The Romanian parliament has voted to impeach Romanian President Traian Basescu in a spiraling political crisis, with the US warning that the EU country’s democracy is under threat.
A total of 256 lawmakers out of 432 voted on Friday in favor of the move against the center-right Basescu, according to an official count, and he could be definitively ousted from power after a national referendum to be held within 30 days.
In the meantime, Crin Antonescu, 52, of the ruling Liberal Social Union (USL) has been appointed interim president.
Photo: AFP
The bitter feud between Basescu and his arch-rival, the center-left Romanian Prime Minister Victor Ponta, 39, has thrown Romania into its worst crisis since it emerged from communist dictatorship just over two decades ago.
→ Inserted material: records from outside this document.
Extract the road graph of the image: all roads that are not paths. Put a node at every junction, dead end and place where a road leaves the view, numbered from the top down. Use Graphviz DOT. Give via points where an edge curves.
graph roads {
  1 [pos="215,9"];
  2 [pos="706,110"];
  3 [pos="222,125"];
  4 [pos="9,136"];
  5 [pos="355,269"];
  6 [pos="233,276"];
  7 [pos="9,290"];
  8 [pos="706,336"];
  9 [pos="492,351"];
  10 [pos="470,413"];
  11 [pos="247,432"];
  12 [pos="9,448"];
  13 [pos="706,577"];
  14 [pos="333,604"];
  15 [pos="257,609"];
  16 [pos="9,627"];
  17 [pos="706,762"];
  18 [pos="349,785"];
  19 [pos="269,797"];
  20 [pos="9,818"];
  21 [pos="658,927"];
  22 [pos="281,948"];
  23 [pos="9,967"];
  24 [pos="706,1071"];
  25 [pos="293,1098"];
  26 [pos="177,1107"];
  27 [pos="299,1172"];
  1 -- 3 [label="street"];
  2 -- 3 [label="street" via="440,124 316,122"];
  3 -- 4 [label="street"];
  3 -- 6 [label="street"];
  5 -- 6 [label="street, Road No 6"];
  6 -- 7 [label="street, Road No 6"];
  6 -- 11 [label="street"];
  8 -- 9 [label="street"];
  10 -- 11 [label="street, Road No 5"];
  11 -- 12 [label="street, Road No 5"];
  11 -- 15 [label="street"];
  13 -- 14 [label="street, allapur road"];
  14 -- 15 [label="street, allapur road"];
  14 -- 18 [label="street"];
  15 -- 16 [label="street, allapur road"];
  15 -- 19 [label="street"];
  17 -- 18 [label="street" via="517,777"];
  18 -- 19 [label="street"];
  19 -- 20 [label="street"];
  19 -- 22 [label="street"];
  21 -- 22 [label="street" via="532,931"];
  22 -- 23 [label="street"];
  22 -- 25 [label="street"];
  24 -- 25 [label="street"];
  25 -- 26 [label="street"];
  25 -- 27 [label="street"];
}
This week, Ponta’s USL coalition fired the speakers of both houses of parliament and replacing the ombudsman — who has the sole power to contest decrees and emergency orders — with a USL member and threatened to sack judges of the Romanian Constitutional Court, the nation’s highest judicial body.
The US led Western concern that Ponta’s coalition government, which took office only in May, has been eroding democratic checks and balances in its campaign to oust the 60-year-old Basescu.
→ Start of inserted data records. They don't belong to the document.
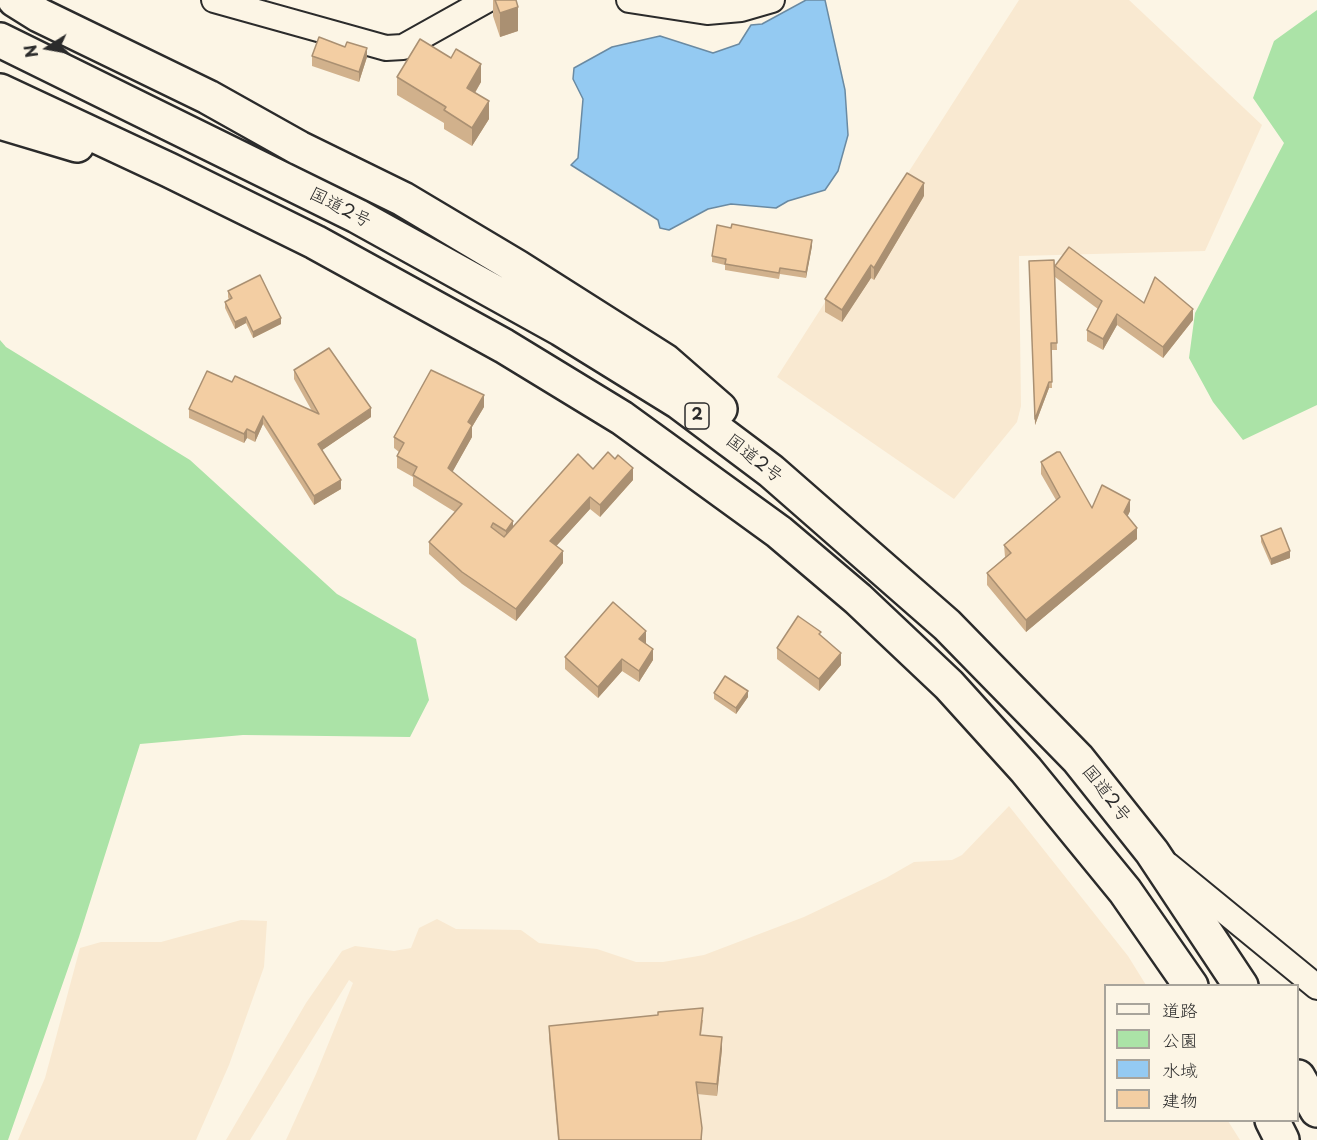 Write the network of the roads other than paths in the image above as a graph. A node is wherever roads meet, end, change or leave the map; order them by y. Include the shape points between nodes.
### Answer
1 (15, 0) edge
2 (214, 0) edge
3 (487, 0) edge
4 (629, 0) edge
5 (772, 0) edge
6 (0, 40) edge
7 (0, 91) edge
8 (0, 122) edge
9 (169, 170) junction
10 (771, 471) junction
11 (1152, 852) junction
12 (1190, 984) edge
13 (1239, 984) edge
14 (1317, 987) edge
15 (1299, 1079) edge
16 (1317, 1110) edge
17 (1273, 1122) edge
18 (1282, 1140) edge

1 - 10 highway via 403,199 517,267 665,361 722,411
2 - 3 street via 386,48 403,47
4 - 5 street via 707,12 741,9
6 - 10 highway, 国道2号 / 2 via 357,216 551,323 679,402
7 - 9 highway
8 - 9 highway
9 - 12 highway via 315,242 504,346 622,418 779,532 858,599 949,685 1026,770 1125,891
10 - 11 highway, 国道2号 / 2 via 947,625 1078,759
11 - 13 highway, 国道2号 / 2
11 - 14 street
15 - 16 highway
17 - 18 highway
“We are concerned about recent developments occurring in Romania, our NATO ally and partner, which threaten democratic checks and balances and weaken independent institutions, such as the courts,” US State Department Spokeswoman Victoria Nuland said in a statement.
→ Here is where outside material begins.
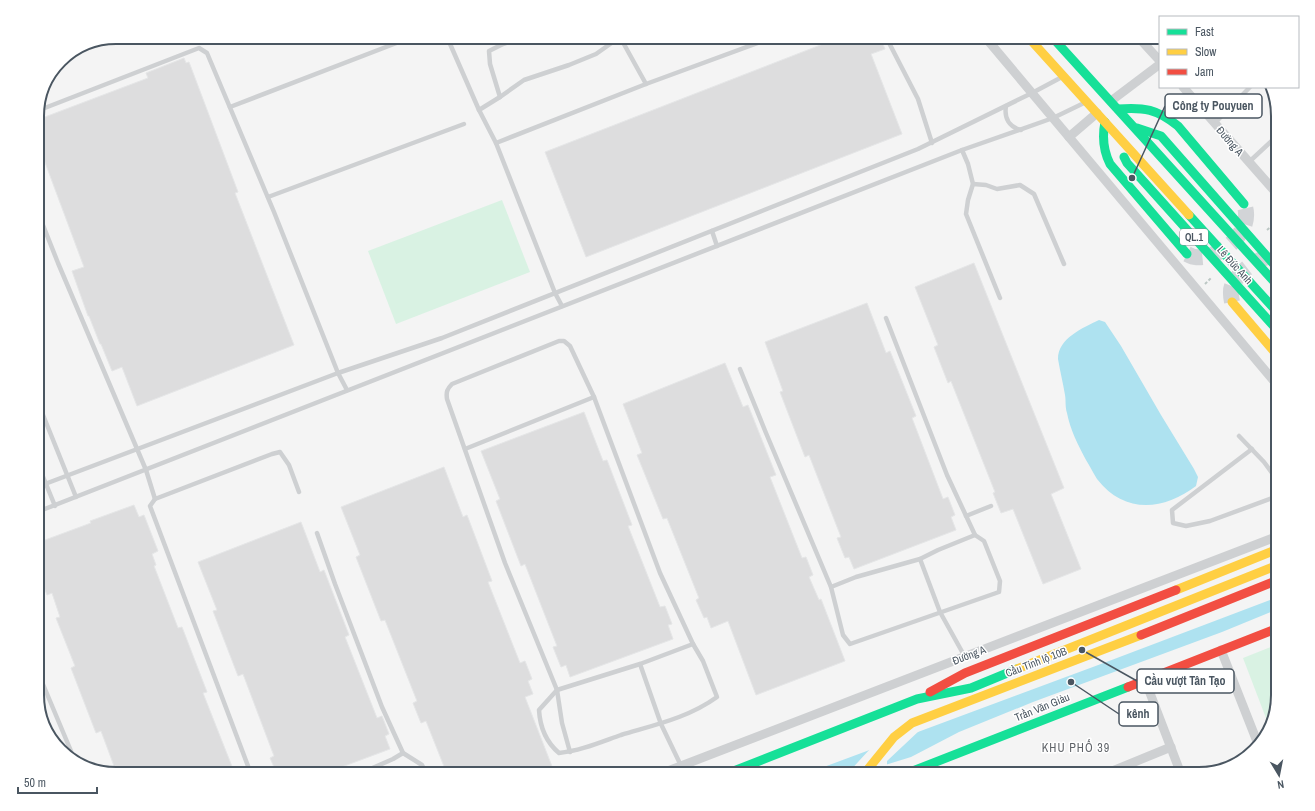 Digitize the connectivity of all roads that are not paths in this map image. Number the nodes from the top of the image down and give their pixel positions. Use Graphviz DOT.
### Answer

The EU as well as France, Germany, the Council of Europe and several rights groups, including Freedom House and the Helsinki Committee, also expressed concern at events in Romania.
Germany has voiced “deep concern” over the developments, saying the Constitutional Court’s “independence and ability to take action must not be questioned.”
The turmoil comes only days after a scandal involving Ponta, who was found to have plagiarized parts of his PhD thesis, and also follows a bitter feud between the premier and the president over which one should represent Romania at European summits.
In a sign of the heightened political tensions, Ponta said after the vote on Friday that “my family, my children have been threatened.”
The political crisis in one of Europe’s poorest countries has seen the the currency nosedive in recent days.
Ponta has sought to allay Western fears over the health of its democracy, pledging to visit Brussels next week to “give assurances” to the bloc which Romania joined in 2007 under Basescu.
Lawmakers in the early evening voted to impeach Basescu over claims he improperly used the powers of the prime minister when he announced drastic austerity cuts in 2010.
At that time Romania, badly hit by recession, agreed to tough belt-tightening measures including public sector wage and benefit cuts in return for a multi-billion dollar bailout from the EU and the IMF.
In parliament ahead of the Friday’s impeachment vote, Basescu rejected the charges and said the campaign against him had violated the rule of law and put at risk “the stability and reputation of the country.”
Ponta, a lawyer, and the new interim president Antonescu, a historian and former museum curator, first joined forces last year, when some commentators likened their alliance to that between a camel and an ostrich, a Romanian expression for “improbable.”
Ponta’s cabinet sparked widespread concern with a decree on Wednesday barring the Constitutional Court from ruling on parliamentary decisions — removing what could have been an obstacle to Basescu’s impeachment.
The court in a rare statement this week complained of “virulent attacks” against some of its judges whom the government was threatening to sack.
The government withdrew its complaints against the judges, but then adopted an emergency order curbing the court’s powers.
The Constitutional Court judged on Friday that Basescu had indeed committed some breaches of his prerogatives, but no violations of the constitution.